[Stored data entries]

══════════

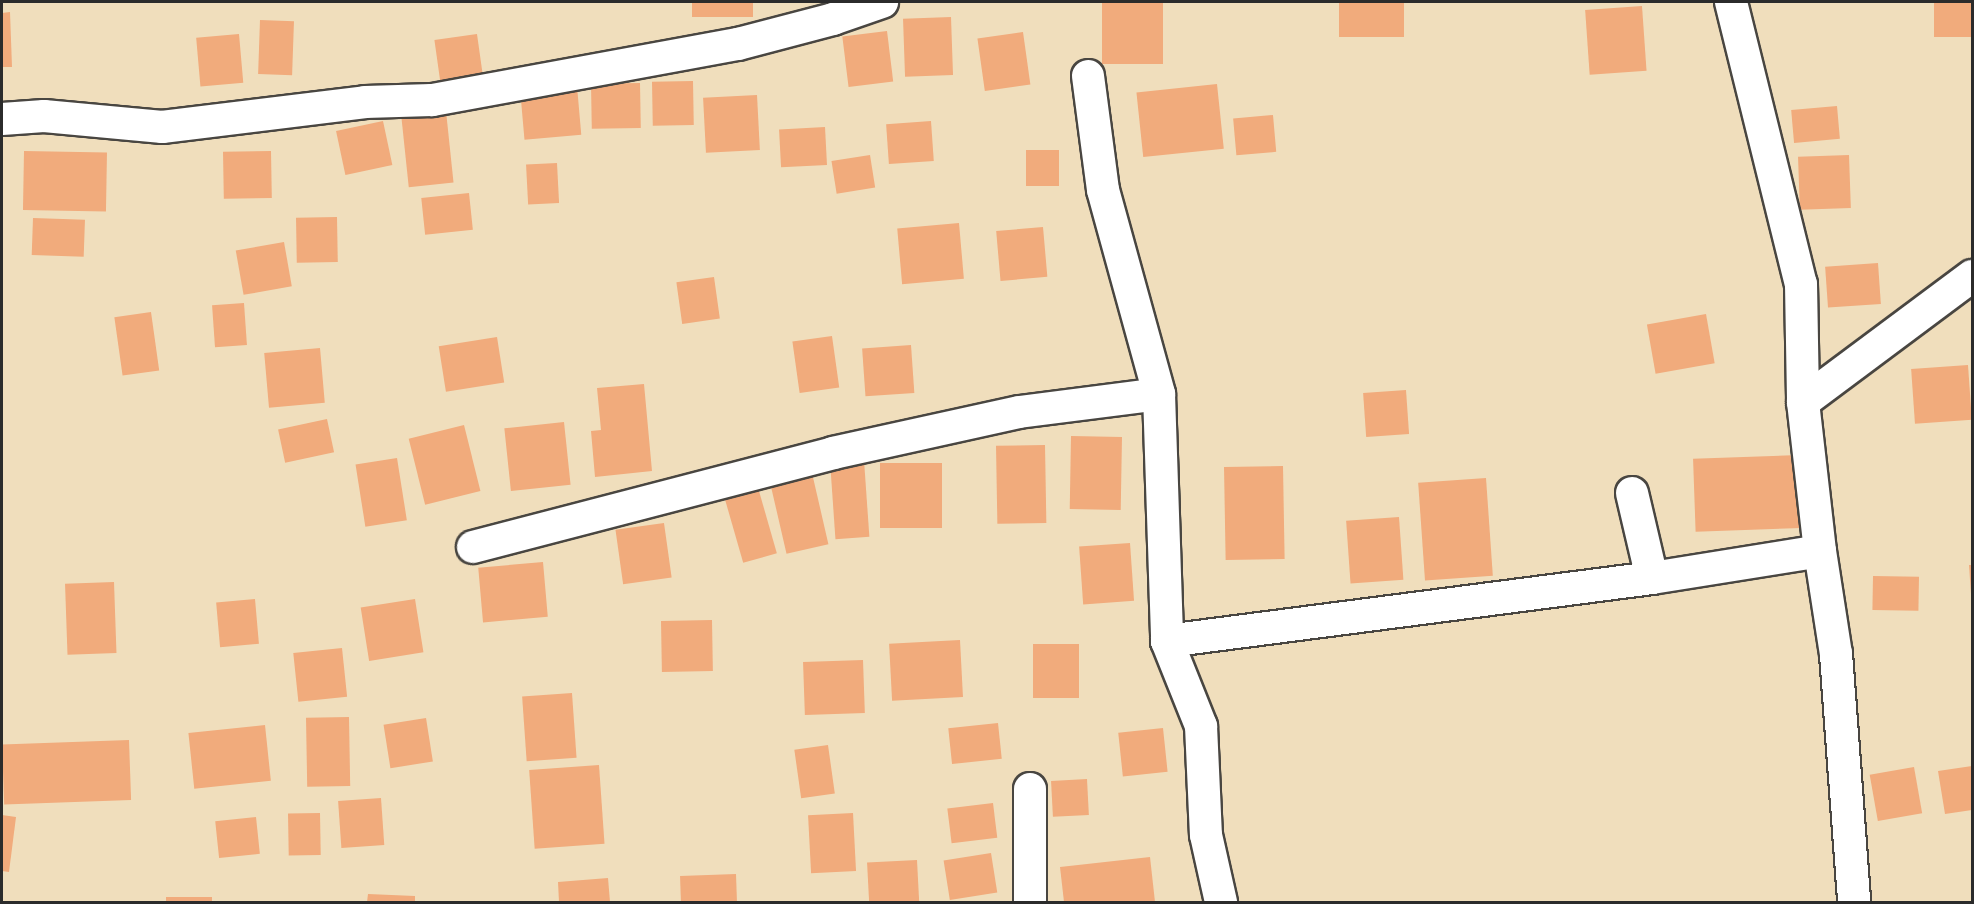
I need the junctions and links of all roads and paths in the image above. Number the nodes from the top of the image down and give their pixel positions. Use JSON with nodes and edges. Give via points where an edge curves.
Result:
{"nodes":[{"id":1,"x":882,"y":2,"type":"edge"},
{"id":2,"x":1731,"y":2,"type":"edge"},
{"id":3,"x":1088,"y":76,"type":"dead end"},
{"id":4,"x":2,"y":118,"type":"edge"},
{"id":5,"x":1972,"y":276,"type":"edge"},
{"id":6,"x":1159,"y":394,"type":"junction"},
{"id":7,"x":1803,"y":402,"type":"junction"},
{"id":8,"x":1632,"y":493,"type":"dead end"},
{"id":9,"x":473,"y":547,"type":"dead end"},
{"id":10,"x":1820,"y":551,"type":"junction"},
{"id":11,"x":1652,"y":578,"type":"junction"},
{"id":12,"x":1167,"y":640,"type":"junction"},
{"id":13,"x":1030,"y":789,"type":"dead end"},
{"id":14,"x":1030,"y":903,"type":"edge"},
{"id":15,"x":1221,"y":903,"type":"edge"},
{"id":16,"x":1854,"y":903,"type":"edge"}],
"edges":[{"from":1,"to":4,"type":"street","via":[[738,44],[432,100],[365,102],[162,127],[44,116]]},
{"from":2,"to":7,"type":"street","via":[[1801,284]]},
{"from":3,"to":6,"type":"street","via":[[1103,190]]},
{"from":5,"to":7,"type":"street"},
{"from":6,"to":9,"type":"street","via":[[1019,412],[833,453]]},
{"from":6,"to":12,"type":"street"},
{"from":7,"to":10,"type":"street"},
{"from":8,"to":11,"type":"street"},
{"from":10,"to":11,"type":"street"},
{"from":10,"to":16,"type":"street","via":[[1836,654]]},
{"from":11,"to":12,"type":"street"},
{"from":12,"to":15,"type":"street","via":[[1201,726],[1206,835]]},
{"from":13,"to":14,"type":"street"}]}
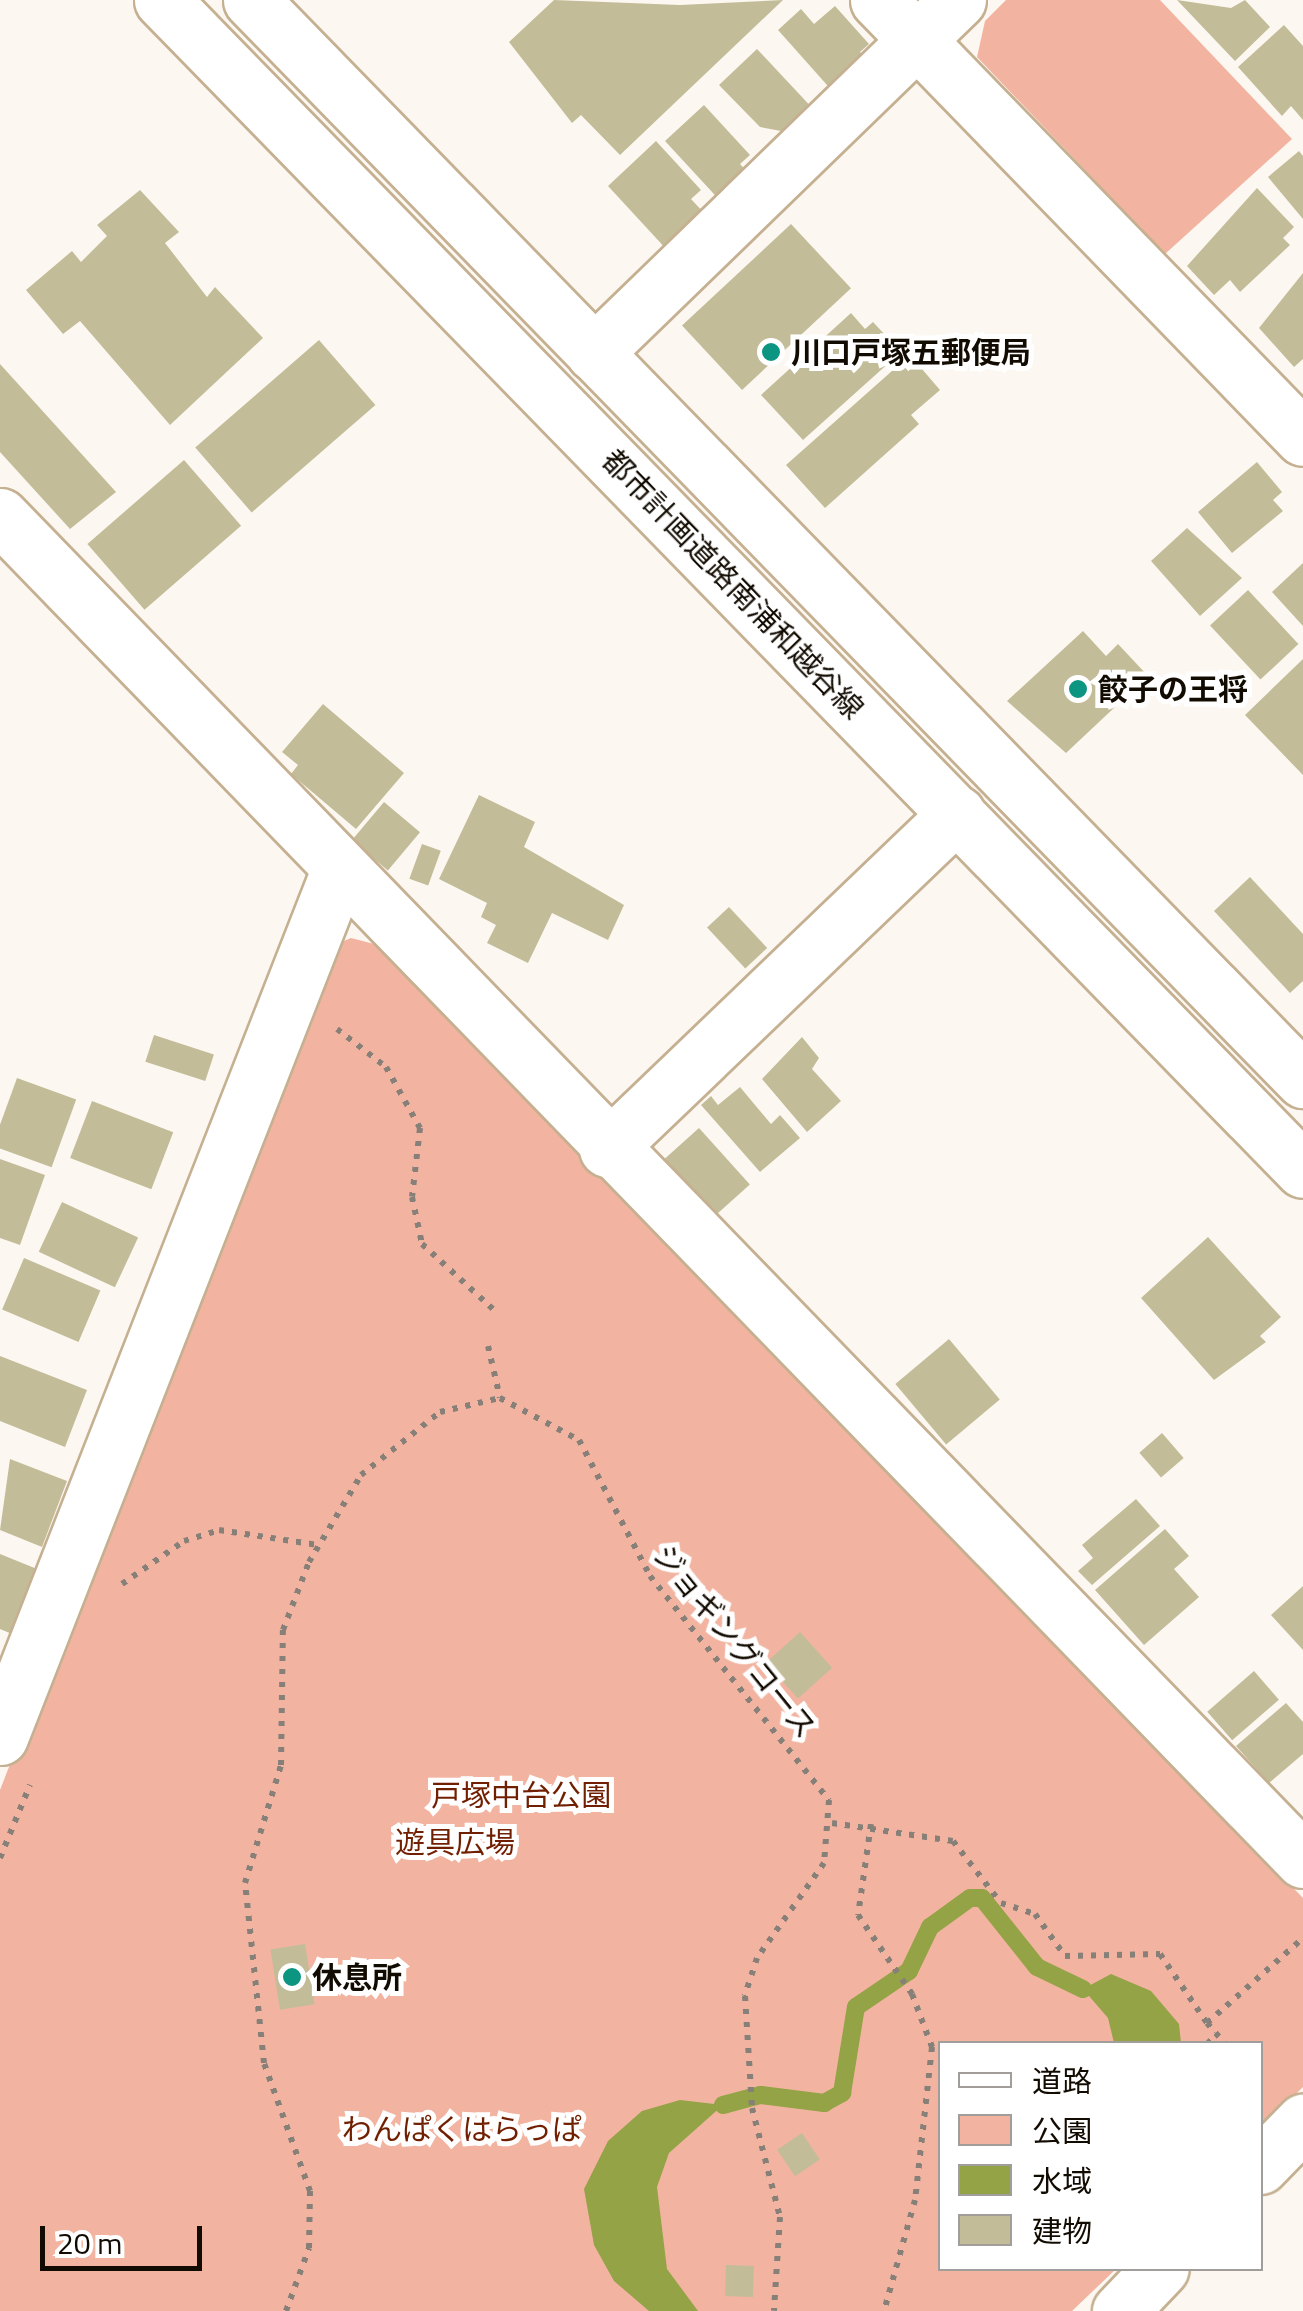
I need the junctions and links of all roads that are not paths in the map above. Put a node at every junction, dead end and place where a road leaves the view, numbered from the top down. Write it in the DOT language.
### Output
graph roads {
  1 [pos="162,0"];
  2 [pos="250,0"];
  3 [pos="878,0"];
  4 [pos="958,0"];
  5 [pos="918,41"];
  6 [pos="594,353"];
  7 [pos="1303,438"];
  8 [pos="0,516"];
  9 [pos="956,813"];
  10 [pos="339,870"];
  11 [pos="1303,1080"];
  12 [pos="607,1149"];
  13 [pos="1303,1170"];
  14 [pos="0,1737"];
  15 [pos="1303,1860"];
  16 [pos="1303,2122"];
  17 [pos="1263,2163"];
  18 [pos="1158,2271"];
  19 [pos="1120,2311"];
  1 -- 9 [label="street, 都市計画道路南浦和越谷線"];
  2 -- 6 [label="street, 都市計画道路南浦和越谷線"];
  3 -- 5 [label="street"];
  4 -- 5 [label="street"];
  5 -- 6 [label="street"];
  5 -- 7 [label="street"];
  6 -- 11 [label="street, 都市計画道路南浦和越谷線"];
  8 -- 10 [label="street"];
  9 -- 12 [label="street"];
  9 -- 13 [label="street, 都市計画道路南浦和越谷線"];
  10 -- 12 [label="street"];
  10 -- 14 [label="street"];
  12 -- 15 [label="street"];
  16 -- 17 [label="street"];
  18 -- 19 [label="street"];
}
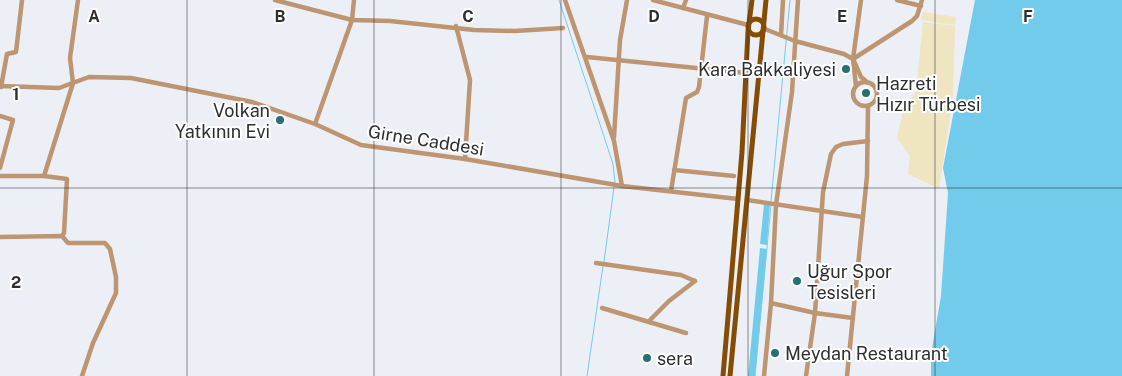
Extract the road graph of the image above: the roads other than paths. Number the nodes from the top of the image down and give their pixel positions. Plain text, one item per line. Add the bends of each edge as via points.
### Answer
1 (22, 0) edge
2 (78, 0) edge
3 (275, 0) edge
4 (354, 0) edge
5 (566, 0) edge
6 (627, 0) edge
7 (653, 0) edge
8 (686, 0) edge
9 (752, 0) edge
10 (766, 0) edge
11 (783, 0) edge
12 (798, 0) edge
13 (861, 0) edge
14 (897, 0) edge
15 (922, 0) edge
16 (921, 6) junction
17 (683, 8) junction
18 (707, 16) junction
19 (352, 20) junction
20 (748, 25) junction
21 (456, 26) junction
22 (563, 28) dead end
23 (764, 28) junction
24 (781, 35) junction
25 (795, 41) junction
26 (0, 52) edge
27 (7, 54) junction
28 (587, 57) junction
29 (853, 59) junction
30 (620, 60) junction
31 (702, 68) junction
32 (746, 74) junction
33 (867, 82) junction
34 (73, 83) junction
35 (0, 86) edge
36 (856, 86) junction
37 (868, 106) junction
38 (0, 116) edge
39 (314, 124) junction
40 (614, 141) junction
41 (868, 142) junction
42 (465, 159) junction
43 (0, 168) edge
44 (674, 170) junction
45 (0, 176) edge
46 (44, 176) junction
47 (734, 176) dead end
48 (622, 186) junction
49 (671, 190) junction
50 (738, 199) junction
51 (747, 200) junction
52 (776, 204) junction
53 (822, 211) junction
54 (863, 217) junction
55 (62, 236) junction
56 (0, 237) edge
57 (596, 263) dead end
58 (771, 304) junction
59 (602, 308) dead end
60 (815, 313) junction
61 (853, 318) junction
62 (650, 320) junction
63 (686, 333) dead end
64 (82, 376) edge
65 (723, 376) edge
66 (730, 376) edge
67 (764, 376) edge
68 (806, 376) edge
69 (847, 376) edge

1 - 27 street via 16,52
2 - 34 street via 70,58
3 - 19 street
4 - 19 street
5 - 28 street
6 - 30 street
7 - 17 street
8 - 17 street
9 - 20 main road
10 - 23 main road
11 - 24 street
12 - 25 street
13 - 29 street
14 - 16 street
15 - 16 street
16 - 29 street via 912,21
17 - 18 street
18 - 20 street
18 - 31 street
19 - 21 street
19 - 39 street
20 - 23 main road via 758,19
20 - 23 main road via 750,33 755,35 760,35
20 - 32 main road
21 - 22 street via 515,31
21 - 42 street via 470,80
23 - 24 street
23 - 51 main road
24 - 25 street
25 - 29 street
25 - 52 street via 792,92
26 - 27 street
27 - 35 street
28 - 30 street
28 - 40 street
29 - 33 street via 861,77
29 - 36 street
30 - 31 street
30 - 40 street
31 - 32 street
31 - 44 street via 698,91 686,98
32 - 50 main road
33 - 36 street
33 - 37 street via 878,94 875,102
34 - 35 street, Girne Caddesi via 59,88
34 - 39 street, Girne Caddesi via 89,77 131,78 252,102
34 - 46 street
36 - 37 street via 853,93 855,101 861,106
37 - 41 street
38 - 43 street via 13,120
39 - 42 street, Girne Caddesi via 361,145
40 - 48 street
41 - 53 street via 843,144 832,151
41 - 54 street
42 - 48 street, Girne Caddesi
44 - 47 street
44 - 49 street
45 - 46 street
46 - 55 street via 67,180
48 - 49 street, Girne Caddesi
49 - 50 street, Girne Caddesi
50 - 65 main road
51 - 52 street
51 - 66 main road
52 - 53 street
52 - 58 street
53 - 54 street
53 - 60 street
54 - 61 street
55 - 56 street
55 - 64 street via 68,243 105,244 110,249 116,276 116,293
57 - 62 street via 681,275 695,281
58 - 60 street
58 - 67 street
59 - 62 street
60 - 61 street
60 - 68 street
61 - 69 street
62 - 63 street

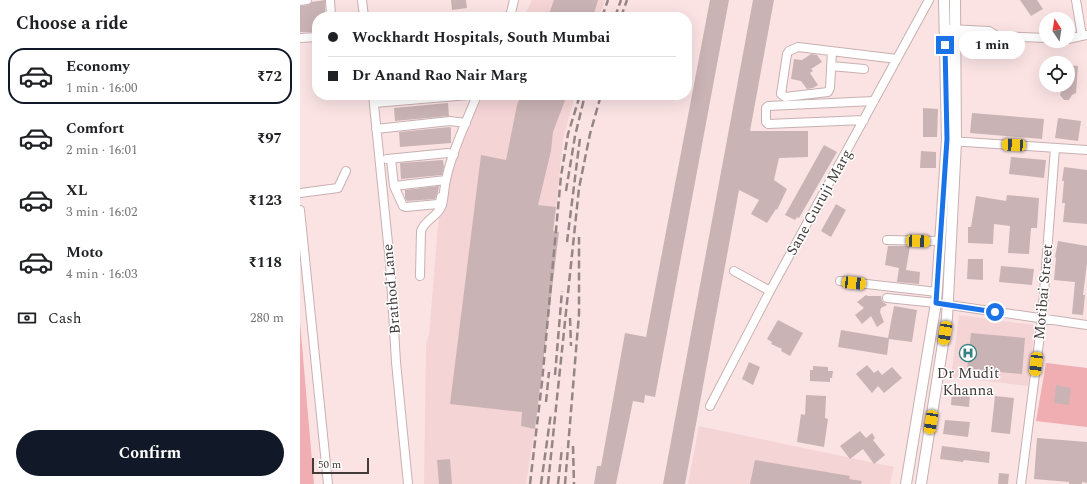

══════════

EXERCISE GOAL:
Look through the records and give only the number of lines where the string "positions" appears.

SOLVED EXERCISE:
2